PROBLEM DESCRIPTION:
Your task is to retype every entry exactly, omitting nothing.

Entries taken from a collection:
######

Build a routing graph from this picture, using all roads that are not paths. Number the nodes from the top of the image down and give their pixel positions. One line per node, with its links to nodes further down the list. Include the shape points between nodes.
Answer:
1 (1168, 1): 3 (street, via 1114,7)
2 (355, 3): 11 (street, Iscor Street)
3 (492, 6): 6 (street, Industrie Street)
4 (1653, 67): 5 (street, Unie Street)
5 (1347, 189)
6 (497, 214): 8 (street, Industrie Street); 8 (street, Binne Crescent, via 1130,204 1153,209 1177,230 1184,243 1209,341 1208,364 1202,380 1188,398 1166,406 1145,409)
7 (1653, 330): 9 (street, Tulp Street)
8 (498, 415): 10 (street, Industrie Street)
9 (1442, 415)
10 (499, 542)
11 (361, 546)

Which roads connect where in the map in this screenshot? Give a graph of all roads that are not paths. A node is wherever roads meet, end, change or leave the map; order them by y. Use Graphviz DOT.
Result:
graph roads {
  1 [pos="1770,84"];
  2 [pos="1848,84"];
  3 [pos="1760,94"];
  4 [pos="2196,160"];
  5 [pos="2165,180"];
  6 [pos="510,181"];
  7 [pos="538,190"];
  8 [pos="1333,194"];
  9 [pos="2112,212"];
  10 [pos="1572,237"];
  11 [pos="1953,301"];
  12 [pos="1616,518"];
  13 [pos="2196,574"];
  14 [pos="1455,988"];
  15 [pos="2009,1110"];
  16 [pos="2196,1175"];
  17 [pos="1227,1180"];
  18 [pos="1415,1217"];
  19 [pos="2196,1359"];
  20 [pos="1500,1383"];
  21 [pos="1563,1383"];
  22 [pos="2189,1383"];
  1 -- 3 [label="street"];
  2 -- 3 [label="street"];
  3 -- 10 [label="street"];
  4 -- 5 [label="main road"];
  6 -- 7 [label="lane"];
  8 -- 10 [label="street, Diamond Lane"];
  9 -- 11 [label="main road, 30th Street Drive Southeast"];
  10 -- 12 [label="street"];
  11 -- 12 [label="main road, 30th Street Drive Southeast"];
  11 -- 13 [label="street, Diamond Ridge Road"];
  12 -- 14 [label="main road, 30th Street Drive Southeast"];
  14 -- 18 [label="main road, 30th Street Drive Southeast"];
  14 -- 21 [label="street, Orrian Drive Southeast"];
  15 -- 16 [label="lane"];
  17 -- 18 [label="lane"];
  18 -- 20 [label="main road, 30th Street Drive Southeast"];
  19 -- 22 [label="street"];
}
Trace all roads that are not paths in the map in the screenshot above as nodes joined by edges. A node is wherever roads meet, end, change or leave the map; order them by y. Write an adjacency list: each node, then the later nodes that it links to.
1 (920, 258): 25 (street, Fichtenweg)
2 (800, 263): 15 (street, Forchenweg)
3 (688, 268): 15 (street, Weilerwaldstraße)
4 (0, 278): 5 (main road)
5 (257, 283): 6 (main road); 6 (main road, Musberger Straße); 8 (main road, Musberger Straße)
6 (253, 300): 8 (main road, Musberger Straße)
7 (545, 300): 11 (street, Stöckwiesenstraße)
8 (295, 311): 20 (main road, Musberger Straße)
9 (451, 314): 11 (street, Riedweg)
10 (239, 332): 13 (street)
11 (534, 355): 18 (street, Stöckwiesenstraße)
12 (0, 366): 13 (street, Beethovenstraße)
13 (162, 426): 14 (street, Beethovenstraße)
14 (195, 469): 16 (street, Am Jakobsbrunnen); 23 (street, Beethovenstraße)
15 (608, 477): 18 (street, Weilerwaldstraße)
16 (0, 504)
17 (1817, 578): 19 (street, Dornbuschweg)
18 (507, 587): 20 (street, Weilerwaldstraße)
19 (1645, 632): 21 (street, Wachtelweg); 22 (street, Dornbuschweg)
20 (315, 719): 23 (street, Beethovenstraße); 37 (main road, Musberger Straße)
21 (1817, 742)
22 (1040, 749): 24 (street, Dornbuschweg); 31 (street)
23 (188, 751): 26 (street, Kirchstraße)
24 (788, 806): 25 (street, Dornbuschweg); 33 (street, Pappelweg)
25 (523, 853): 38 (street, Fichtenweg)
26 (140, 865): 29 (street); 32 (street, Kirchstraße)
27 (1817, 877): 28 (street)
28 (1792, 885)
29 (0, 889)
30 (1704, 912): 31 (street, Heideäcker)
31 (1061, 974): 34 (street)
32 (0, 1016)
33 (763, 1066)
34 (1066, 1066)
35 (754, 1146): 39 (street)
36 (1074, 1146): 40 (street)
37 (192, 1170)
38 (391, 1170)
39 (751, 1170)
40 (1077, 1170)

######

RESULT OF THIS EXERCISE:
Build a routing graph from this picture, using all roads that are not paths. Number the nodes from the top of the image down and give their pixel positions. One line per node, with its links to nodes further down the list. Include the shape points between nodes.
Answer:
1 (1168, 1): 3 (street, via 1114,7)
2 (355, 3): 11 (street, Iscor Street)
3 (492, 6): 6 (street, Industrie Street)
4 (1653, 67): 5 (street, Unie Street)
5 (1347, 189)
6 (497, 214): 8 (street, Industrie Street); 8 (street, Binne Crescent, via 1130,204 1153,209 1177,230 1184,243 1209,341 1208,364 1202,380 1188,398 1166,406 1145,409)
7 (1653, 330): 9 (street, Tulp Street)
8 (498, 415): 10 (street, Industrie Street)
9 (1442, 415)
10 (499, 542)
11 (361, 546)

Which roads connect where in the map in this screenshot? Give a graph of all roads that are not paths. A node is wherever roads meet, end, change or leave the map; order them by y. Use Graphviz DOT.
Result:
graph roads {
  1 [pos="1770,84"];
  2 [pos="1848,84"];
  3 [pos="1760,94"];
  4 [pos="2196,160"];
  5 [pos="2165,180"];
  6 [pos="510,181"];
  7 [pos="538,190"];
  8 [pos="1333,194"];
  9 [pos="2112,212"];
  10 [pos="1572,237"];
  11 [pos="1953,301"];
  12 [pos="1616,518"];
  13 [pos="2196,574"];
  14 [pos="1455,988"];
  15 [pos="2009,1110"];
  16 [pos="2196,1175"];
  17 [pos="1227,1180"];
  18 [pos="1415,1217"];
  19 [pos="2196,1359"];
  20 [pos="1500,1383"];
  21 [pos="1563,1383"];
  22 [pos="2189,1383"];
  1 -- 3 [label="street"];
  2 -- 3 [label="street"];
  3 -- 10 [label="street"];
  4 -- 5 [label="main road"];
  6 -- 7 [label="lane"];
  8 -- 10 [label="street, Diamond Lane"];
  9 -- 11 [label="main road, 30th Street Drive Southeast"];
  10 -- 12 [label="street"];
  11 -- 12 [label="main road, 30th Street Drive Southeast"];
  11 -- 13 [label="street, Diamond Ridge Road"];
  12 -- 14 [label="main road, 30th Street Drive Southeast"];
  14 -- 18 [label="main road, 30th Street Drive Southeast"];
  14 -- 21 [label="street, Orrian Drive Southeast"];
  15 -- 16 [label="lane"];
  17 -- 18 [label="lane"];
  18 -- 20 [label="main road, 30th Street Drive Southeast"];
  19 -- 22 [label="street"];
}
Trace all roads that are not paths in the map in the screenshot above as nodes joined by edges. A node is wherever roads meet, end, change or leave the map; order them by y. Write an adjacency list: each node, then the later nodes that it links to.
1 (920, 258): 25 (street, Fichtenweg)
2 (800, 263): 15 (street, Forchenweg)
3 (688, 268): 15 (street, Weilerwaldstraße)
4 (0, 278): 5 (main road)
5 (257, 283): 6 (main road); 6 (main road, Musberger Straße); 8 (main road, Musberger Straße)
6 (253, 300): 8 (main road, Musberger Straße)
7 (545, 300): 11 (street, Stöckwiesenstraße)
8 (295, 311): 20 (main road, Musberger Straße)
9 (451, 314): 11 (street, Riedweg)
10 (239, 332): 13 (street)
11 (534, 355): 18 (street, Stöckwiesenstraße)
12 (0, 366): 13 (street, Beethovenstraße)
13 (162, 426): 14 (street, Beethovenstraße)
14 (195, 469): 16 (street, Am Jakobsbrunnen); 23 (street, Beethovenstraße)
15 (608, 477): 18 (street, Weilerwaldstraße)
16 (0, 504)
17 (1817, 578): 19 (street, Dornbuschweg)
18 (507, 587): 20 (street, Weilerwaldstraße)
19 (1645, 632): 21 (street, Wachtelweg); 22 (street, Dornbuschweg)
20 (315, 719): 23 (street, Beethovenstraße); 37 (main road, Musberger Straße)
21 (1817, 742)
22 (1040, 749): 24 (street, Dornbuschweg); 31 (street)
23 (188, 751): 26 (street, Kirchstraße)
24 (788, 806): 25 (street, Dornbuschweg); 33 (street, Pappelweg)
25 (523, 853): 38 (street, Fichtenweg)
26 (140, 865): 29 (street); 32 (street, Kirchstraße)
27 (1817, 877): 28 (street)
28 (1792, 885)
29 (0, 889)
30 (1704, 912): 31 (street, Heideäcker)
31 (1061, 974): 34 (street)
32 (0, 1016)
33 (763, 1066)
34 (1066, 1066)
35 (754, 1146): 39 (street)
36 (1074, 1146): 40 (street)
37 (192, 1170)
38 (391, 1170)
39 (751, 1170)
40 (1077, 1170)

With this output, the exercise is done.